Hafta sonu da oradaydık ve Şebinkarahisar Belediyesi tarafından sürdürülen Meydan projesini/düzenlemesini yerinde gördük. Hatta Şebinkarahisar yazısı konulurken de oradaydık. Meydan düzenlemesi güzel olmuş. Bu anlamda Belediyeyi ve Belediye Başkanı Şahin Yılancı’yı tebrik ediyorum. Şebinkarahisar ziyaretimizde, Cumartesi günü Meryemana manastırını, Pazar günü Kale, Taşhan, Fatih camii ve Tamzarayı ziyaret ettik. Manastırı ikinci, kaleyi ve diğer yerleri 3. 4. ziyaretim oldu. Ancak burada çok büyük bir eksikliği/daha önce de dile getirmiştim vurgulamak isterim. Tarihi yerleri gösteren tabelaların eksikliği buraları ziyaret etmek isteyenleri epey bir uğraştırıyor. Eğer Şebinkarahisar’ı bilmeyen biriyseniz göreceğiniz sadece meydandaki İstiklal Çeşmesi, Atatürk evi, belki Taşhanlar, Fatih Camii ve Kale olur. Oysa hem şehir içinde hem de yakın çevrede görülmesi gereken o kadar fazla yer var ki. Mesela Meryemana manastırı! Şebinkarahisar’a 15 km kadar bir mesafede Kayadibi köyünde yer alan bu manastır, Trabzon Sümela Manastırından çok daha ilginç ve görülmeye değer bir yer olmasına rağmen, bırakın ziyaretçileri, çoğu Şebinli tarafından dahi bilinmiyor. Tabela olmadığı için sora sora gitmek istediğimiz yolda birkaç kez kaybolduk. Navigasyon dahi yolu bulmakta zorlanıyor. Oysa bunun en kolay yolu Şebinkarahisar meydandan itibaren konulacak yön tabelalarıdır. Gerçi 2012 yılında büyük masraflarla restore edilen Manastır resmi olarak hala açılmamış ama ziyaret edilebiliyor. Burayı ziyarette manastır ya da kilise olmasından ziyade bulunduğu yer ve tarihi atmosferi açısından baktığımızda bile mutlaka görülmesi gereken bir yer. Kültür Bakanlığı/Karayolları tarafından konulması gereken Kahverengi tabelalar dâhil Manastırı tarif eden ana yolda hiç olmayan yön tabelaları Kayadibi köyüne kadar bir kaç yerde var sadece. 2005 yılında düzenlenen Şebinkarahisar Ceviz festivaline geldiğimde de yoktu 15 sene sonra gene yok!

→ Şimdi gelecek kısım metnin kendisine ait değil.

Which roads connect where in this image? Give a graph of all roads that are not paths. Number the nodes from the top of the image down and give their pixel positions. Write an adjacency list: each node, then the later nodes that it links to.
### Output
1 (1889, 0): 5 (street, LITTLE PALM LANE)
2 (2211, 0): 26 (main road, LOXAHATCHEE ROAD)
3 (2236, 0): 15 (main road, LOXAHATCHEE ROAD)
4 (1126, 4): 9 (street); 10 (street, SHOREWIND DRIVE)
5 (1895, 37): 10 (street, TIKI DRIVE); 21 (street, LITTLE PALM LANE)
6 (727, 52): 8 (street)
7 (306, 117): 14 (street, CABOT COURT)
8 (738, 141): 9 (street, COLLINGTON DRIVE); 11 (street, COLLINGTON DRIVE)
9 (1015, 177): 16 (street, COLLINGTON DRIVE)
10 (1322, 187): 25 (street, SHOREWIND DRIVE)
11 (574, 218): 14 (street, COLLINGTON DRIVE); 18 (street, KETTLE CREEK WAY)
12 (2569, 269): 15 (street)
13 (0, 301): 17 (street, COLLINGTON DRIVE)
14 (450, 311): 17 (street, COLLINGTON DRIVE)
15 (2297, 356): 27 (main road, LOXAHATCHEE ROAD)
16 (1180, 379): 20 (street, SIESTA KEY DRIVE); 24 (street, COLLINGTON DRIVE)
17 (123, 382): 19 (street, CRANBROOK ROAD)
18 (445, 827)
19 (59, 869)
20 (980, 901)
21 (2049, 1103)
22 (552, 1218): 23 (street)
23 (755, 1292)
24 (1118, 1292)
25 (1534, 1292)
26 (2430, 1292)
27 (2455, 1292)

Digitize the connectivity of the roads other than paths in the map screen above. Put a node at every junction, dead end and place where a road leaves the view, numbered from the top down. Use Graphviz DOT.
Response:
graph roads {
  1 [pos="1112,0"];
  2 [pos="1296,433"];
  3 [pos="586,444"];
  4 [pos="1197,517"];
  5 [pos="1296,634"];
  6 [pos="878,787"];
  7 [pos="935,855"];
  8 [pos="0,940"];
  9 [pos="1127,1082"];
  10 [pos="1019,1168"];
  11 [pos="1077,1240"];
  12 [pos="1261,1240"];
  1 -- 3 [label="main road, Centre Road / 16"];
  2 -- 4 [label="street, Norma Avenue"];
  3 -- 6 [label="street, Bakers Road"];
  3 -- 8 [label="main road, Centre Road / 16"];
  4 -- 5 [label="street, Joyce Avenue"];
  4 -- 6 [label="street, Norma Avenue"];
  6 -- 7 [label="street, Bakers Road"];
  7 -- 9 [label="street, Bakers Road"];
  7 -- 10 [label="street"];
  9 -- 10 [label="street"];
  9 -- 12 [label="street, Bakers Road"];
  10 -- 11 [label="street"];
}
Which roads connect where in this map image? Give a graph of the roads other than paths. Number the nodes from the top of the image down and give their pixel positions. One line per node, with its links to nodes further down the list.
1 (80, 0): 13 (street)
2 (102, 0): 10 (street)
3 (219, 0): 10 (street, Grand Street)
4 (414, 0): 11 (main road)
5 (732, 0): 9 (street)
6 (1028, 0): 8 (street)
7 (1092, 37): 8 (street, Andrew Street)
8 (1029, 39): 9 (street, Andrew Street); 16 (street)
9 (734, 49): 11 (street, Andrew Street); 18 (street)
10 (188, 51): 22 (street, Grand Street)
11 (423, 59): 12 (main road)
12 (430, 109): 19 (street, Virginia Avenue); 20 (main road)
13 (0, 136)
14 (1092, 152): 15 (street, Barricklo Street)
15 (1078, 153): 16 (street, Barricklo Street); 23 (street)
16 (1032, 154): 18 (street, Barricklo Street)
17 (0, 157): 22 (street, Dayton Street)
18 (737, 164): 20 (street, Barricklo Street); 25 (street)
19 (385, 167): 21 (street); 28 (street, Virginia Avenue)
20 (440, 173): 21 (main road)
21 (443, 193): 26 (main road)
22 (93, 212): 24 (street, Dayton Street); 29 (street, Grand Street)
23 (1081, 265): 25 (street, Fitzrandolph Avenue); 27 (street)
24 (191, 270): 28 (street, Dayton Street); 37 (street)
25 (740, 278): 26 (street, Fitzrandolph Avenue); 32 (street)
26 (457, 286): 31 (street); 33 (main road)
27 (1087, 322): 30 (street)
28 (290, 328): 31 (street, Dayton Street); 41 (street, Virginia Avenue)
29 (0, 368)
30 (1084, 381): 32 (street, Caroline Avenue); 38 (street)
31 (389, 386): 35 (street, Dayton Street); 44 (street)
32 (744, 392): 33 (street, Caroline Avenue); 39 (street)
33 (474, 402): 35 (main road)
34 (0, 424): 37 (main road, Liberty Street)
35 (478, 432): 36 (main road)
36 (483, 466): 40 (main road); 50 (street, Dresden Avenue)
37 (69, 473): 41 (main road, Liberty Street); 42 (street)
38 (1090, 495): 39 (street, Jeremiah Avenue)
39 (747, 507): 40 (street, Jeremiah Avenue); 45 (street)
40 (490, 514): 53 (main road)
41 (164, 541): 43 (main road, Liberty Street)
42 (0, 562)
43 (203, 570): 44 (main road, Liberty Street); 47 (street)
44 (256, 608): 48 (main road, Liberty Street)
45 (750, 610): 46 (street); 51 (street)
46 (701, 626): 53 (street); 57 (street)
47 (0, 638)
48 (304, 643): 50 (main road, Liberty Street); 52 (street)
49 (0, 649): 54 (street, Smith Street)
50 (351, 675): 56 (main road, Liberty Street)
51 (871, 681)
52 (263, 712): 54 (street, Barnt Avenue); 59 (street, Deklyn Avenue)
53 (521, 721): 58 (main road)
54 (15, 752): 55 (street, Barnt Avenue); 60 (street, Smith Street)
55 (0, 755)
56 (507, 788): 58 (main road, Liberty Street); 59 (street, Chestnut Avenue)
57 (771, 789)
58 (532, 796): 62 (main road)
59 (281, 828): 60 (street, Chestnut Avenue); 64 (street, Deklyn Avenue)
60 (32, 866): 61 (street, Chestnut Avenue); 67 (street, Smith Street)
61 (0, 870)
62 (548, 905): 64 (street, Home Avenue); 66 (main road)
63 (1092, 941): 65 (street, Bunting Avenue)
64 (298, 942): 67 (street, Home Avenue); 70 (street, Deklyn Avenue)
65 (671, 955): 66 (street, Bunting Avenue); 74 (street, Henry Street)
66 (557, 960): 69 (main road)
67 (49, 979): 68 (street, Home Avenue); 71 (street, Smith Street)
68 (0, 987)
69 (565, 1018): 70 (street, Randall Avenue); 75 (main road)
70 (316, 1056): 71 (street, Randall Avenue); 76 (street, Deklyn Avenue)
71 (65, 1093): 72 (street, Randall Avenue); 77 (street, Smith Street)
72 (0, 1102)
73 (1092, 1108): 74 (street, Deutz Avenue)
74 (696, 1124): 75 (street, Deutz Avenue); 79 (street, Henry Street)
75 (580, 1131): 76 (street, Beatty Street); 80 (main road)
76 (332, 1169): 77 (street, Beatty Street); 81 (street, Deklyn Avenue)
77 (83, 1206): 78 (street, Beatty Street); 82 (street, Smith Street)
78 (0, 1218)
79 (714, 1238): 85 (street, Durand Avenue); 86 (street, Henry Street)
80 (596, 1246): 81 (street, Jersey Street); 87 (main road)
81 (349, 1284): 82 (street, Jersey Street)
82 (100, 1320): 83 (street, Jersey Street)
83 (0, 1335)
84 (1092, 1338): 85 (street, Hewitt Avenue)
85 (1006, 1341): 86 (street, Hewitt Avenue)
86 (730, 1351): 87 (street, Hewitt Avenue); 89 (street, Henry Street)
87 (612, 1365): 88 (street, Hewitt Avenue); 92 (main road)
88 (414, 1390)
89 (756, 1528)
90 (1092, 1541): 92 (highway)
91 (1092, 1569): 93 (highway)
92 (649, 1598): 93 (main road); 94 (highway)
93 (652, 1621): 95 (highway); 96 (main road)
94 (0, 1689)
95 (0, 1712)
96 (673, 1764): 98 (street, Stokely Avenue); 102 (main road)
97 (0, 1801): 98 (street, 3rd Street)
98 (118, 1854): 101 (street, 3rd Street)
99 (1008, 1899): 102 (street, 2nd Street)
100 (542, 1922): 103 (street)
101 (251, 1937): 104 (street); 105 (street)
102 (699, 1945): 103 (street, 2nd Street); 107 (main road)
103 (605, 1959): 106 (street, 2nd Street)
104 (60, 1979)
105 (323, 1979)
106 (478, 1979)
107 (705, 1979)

Yine kaleyi ziyaretimiz sırasında girişteki bilgilendirme tabelası hariç hiç bir yerde bilgilendirme ve yön tabelası yok. Belki dördüncü olan bu ziyaretimde de epey bir dolaşmama rağmen “40 Badal”ı bulamadım. Kale iç yolları bakımsız ve tehlikeli yüksekliklerde korkuluklar yok. Yani lafın özü meydanda bulunan İstiklal Çeşmesi ve Atatürk evi hariç Şebinkarahisar da ki diğer tarih ve kültür yapılarını ziyaret etmek istiyorsanız işiniz biraz zor. Şebinkarahisar ayrıntılara dikkat edildiğinde eşsiz doğası ve coğrafyası ile de herkes tarafından görülmesi ve ziyaret edilmesi gereken bir yer. En güzel kiraz, dut pekmezi ve adına festival düzenlenen ceviziyle, avutmuş bağlarıyla, doktorların reçetelerine yazdığı Tamzara’sıyla, hiç fındık yetişmemesine rağmen dünyanın en güzel fındık ezmesinin yapıldığı yer olmasıyla tanınması, bilinmesi, fark edilmesi gereken bir yer. Umarım dile getirmeye çalıştığım bu eksiklikler görülür ve en kısa zamanda giderilir ve çok daha fark edilir bir yer haline gelir. Şebinkarahisar özelinde dile getirmeye çalıştığım bu farkındasızlık, Giresun ve tüm ilçeleri içinde aynı şekilde geçerlidir. Yaşadığımız ve yakın olduğumuz bu eşsiz coğrafya da ki güzelliklerin önce biz farkında ve bilincinde olmalıyız. Olmalıyız ki; buralara gelen ziyaretçilere bunları sunabilelim. Sunabilelim ki turizmden beklentilerimizi alabilelim. Bu yaylalar, bu dağlar ve bu çevre dünyanın başka yerinde yok!